= Beginning of Section =

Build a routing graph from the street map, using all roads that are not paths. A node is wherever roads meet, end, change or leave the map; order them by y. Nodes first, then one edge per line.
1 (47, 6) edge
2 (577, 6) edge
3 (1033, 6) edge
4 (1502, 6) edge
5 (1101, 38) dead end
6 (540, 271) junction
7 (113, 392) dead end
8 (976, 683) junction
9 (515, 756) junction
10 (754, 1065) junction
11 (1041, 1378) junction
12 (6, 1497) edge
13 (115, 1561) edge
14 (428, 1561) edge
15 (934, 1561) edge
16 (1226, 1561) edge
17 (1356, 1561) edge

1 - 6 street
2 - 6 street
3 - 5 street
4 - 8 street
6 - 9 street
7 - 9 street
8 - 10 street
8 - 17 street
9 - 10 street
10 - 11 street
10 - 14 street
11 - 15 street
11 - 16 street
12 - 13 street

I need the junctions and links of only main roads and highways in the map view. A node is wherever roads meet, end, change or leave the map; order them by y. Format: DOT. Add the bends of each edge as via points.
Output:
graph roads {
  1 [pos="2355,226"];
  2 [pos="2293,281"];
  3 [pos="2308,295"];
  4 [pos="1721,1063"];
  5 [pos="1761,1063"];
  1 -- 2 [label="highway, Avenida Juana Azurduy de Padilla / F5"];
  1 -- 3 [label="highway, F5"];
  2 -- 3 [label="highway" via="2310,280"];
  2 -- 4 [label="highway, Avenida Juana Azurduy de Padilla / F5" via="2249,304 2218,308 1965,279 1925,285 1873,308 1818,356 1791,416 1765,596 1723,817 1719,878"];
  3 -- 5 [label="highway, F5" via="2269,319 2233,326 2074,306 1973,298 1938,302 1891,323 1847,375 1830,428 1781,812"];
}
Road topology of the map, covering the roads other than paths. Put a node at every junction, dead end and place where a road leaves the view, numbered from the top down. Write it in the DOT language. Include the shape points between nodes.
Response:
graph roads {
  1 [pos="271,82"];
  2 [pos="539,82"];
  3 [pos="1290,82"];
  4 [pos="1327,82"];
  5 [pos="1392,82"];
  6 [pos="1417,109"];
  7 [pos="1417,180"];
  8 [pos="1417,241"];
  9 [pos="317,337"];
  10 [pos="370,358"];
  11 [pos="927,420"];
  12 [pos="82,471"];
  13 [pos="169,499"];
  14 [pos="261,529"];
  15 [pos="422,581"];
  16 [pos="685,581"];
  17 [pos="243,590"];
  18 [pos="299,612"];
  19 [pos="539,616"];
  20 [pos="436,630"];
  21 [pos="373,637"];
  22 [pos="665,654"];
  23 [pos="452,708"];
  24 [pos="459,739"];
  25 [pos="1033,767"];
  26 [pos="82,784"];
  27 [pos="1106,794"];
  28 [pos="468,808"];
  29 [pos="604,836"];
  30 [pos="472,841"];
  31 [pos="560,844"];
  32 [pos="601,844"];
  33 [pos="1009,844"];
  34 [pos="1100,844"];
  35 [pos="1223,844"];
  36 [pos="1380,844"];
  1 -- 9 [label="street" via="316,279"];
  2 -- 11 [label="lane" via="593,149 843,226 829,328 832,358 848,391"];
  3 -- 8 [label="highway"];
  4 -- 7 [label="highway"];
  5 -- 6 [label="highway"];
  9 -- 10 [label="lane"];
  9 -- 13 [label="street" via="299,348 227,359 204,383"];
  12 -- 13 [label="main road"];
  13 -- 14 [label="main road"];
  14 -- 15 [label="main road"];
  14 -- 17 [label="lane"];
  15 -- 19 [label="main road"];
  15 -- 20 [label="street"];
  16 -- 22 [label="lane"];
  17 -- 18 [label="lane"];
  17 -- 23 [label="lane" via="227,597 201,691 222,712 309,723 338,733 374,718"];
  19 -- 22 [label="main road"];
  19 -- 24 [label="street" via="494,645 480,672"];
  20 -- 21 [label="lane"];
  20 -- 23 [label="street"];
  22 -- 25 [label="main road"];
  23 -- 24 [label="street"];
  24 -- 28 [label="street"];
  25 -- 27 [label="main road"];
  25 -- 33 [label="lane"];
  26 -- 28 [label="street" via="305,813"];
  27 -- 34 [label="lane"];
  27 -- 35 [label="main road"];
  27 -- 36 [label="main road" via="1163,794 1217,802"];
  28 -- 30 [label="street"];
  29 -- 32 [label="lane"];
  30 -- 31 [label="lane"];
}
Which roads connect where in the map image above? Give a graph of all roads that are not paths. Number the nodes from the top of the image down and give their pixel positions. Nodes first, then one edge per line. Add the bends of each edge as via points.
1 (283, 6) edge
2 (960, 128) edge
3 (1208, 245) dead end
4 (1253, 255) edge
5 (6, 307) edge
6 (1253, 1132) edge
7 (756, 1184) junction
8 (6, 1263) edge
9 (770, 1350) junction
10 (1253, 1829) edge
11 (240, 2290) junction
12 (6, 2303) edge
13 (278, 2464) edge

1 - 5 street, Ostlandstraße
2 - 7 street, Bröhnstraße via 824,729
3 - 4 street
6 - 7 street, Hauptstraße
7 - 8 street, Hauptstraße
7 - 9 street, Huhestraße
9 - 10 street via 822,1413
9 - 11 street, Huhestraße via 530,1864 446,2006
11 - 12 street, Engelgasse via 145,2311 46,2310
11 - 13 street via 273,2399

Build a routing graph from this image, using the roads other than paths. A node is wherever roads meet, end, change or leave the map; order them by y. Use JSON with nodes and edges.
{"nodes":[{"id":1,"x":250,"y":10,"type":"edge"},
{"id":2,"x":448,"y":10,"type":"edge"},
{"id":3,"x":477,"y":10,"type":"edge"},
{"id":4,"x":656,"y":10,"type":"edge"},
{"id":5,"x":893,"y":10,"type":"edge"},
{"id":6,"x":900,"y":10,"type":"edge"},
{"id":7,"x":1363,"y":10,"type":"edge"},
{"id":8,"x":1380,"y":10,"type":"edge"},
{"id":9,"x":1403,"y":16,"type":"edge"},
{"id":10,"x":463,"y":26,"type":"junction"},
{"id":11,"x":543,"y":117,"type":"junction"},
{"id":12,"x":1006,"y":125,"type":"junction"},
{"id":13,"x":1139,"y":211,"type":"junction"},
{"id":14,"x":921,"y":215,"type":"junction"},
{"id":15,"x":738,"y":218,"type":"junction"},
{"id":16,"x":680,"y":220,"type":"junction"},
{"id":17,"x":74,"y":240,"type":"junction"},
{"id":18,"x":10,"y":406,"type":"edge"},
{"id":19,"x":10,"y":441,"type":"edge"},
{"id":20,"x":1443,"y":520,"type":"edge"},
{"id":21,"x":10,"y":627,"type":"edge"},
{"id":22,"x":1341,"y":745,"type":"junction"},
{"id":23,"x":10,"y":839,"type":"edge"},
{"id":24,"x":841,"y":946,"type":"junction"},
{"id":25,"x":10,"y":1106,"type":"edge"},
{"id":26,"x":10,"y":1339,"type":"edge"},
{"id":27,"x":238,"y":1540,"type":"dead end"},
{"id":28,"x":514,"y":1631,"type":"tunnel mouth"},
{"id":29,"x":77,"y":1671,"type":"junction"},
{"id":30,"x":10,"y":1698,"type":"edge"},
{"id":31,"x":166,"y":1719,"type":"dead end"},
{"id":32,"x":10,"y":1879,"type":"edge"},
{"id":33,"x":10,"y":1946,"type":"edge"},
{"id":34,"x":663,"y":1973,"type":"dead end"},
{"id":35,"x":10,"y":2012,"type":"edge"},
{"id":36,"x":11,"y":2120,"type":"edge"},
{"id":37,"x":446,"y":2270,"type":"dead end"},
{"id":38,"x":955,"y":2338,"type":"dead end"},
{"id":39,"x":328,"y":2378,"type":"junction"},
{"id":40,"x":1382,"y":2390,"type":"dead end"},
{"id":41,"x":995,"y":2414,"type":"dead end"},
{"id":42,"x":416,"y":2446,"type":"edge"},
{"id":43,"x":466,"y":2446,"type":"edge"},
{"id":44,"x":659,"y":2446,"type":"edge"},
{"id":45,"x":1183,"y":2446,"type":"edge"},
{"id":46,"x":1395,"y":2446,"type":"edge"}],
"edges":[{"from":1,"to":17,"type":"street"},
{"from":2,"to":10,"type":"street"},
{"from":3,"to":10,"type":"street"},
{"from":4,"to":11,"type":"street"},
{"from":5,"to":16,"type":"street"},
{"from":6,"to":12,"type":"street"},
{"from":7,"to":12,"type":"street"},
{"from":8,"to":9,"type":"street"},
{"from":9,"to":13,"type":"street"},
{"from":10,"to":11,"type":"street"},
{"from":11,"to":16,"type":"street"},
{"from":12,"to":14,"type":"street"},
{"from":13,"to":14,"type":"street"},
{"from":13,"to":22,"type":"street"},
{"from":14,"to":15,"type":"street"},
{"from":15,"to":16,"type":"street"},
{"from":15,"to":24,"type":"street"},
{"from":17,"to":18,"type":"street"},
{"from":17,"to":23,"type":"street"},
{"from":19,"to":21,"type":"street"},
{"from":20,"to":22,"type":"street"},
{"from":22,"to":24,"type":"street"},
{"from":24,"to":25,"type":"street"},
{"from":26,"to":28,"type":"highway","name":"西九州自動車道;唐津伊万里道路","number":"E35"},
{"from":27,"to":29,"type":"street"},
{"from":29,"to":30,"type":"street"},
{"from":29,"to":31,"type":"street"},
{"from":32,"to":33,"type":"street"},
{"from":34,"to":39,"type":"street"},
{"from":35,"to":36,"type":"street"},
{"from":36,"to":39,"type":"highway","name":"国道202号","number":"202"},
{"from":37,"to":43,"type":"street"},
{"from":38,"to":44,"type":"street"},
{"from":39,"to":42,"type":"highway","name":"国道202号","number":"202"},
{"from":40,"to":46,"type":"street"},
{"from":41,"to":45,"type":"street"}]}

= End of Section =

* [Aim of the exercise] Word for word, restate the listing above from its first line to the line with "I need the junctions", keeping both.

* [Exercise answer]
Build a routing graph from the street map, using all roads that are not paths. A node is wherever roads meet, end, change or leave the map; order them by y. Nodes first, then one edge per line.
1 (47, 6) edge
2 (577, 6) edge
3 (1033, 6) edge
4 (1502, 6) edge
5 (1101, 38) dead end
6 (540, 271) junction
7 (113, 392) dead end
8 (976, 683) junction
9 (515, 756) junction
10 (754, 1065) junction
11 (1041, 1378) junction
12 (6, 1497) edge
13 (115, 1561) edge
14 (428, 1561) edge
15 (934, 1561) edge
16 (1226, 1561) edge
17 (1356, 1561) edge

1 - 6 street
2 - 6 street
3 - 5 street
4 - 8 street
6 - 9 street
7 - 9 street
8 - 10 street
8 - 17 street
9 - 10 street
10 - 11 street
10 - 14 street
11 - 15 street
11 - 16 street
12 - 13 street

I need the junctions and links of only main roads and highways in the map view. A node is wherever roads meet, end, change or leave the map; order them by y. Format: DOT. Add the bends of each edge as via points.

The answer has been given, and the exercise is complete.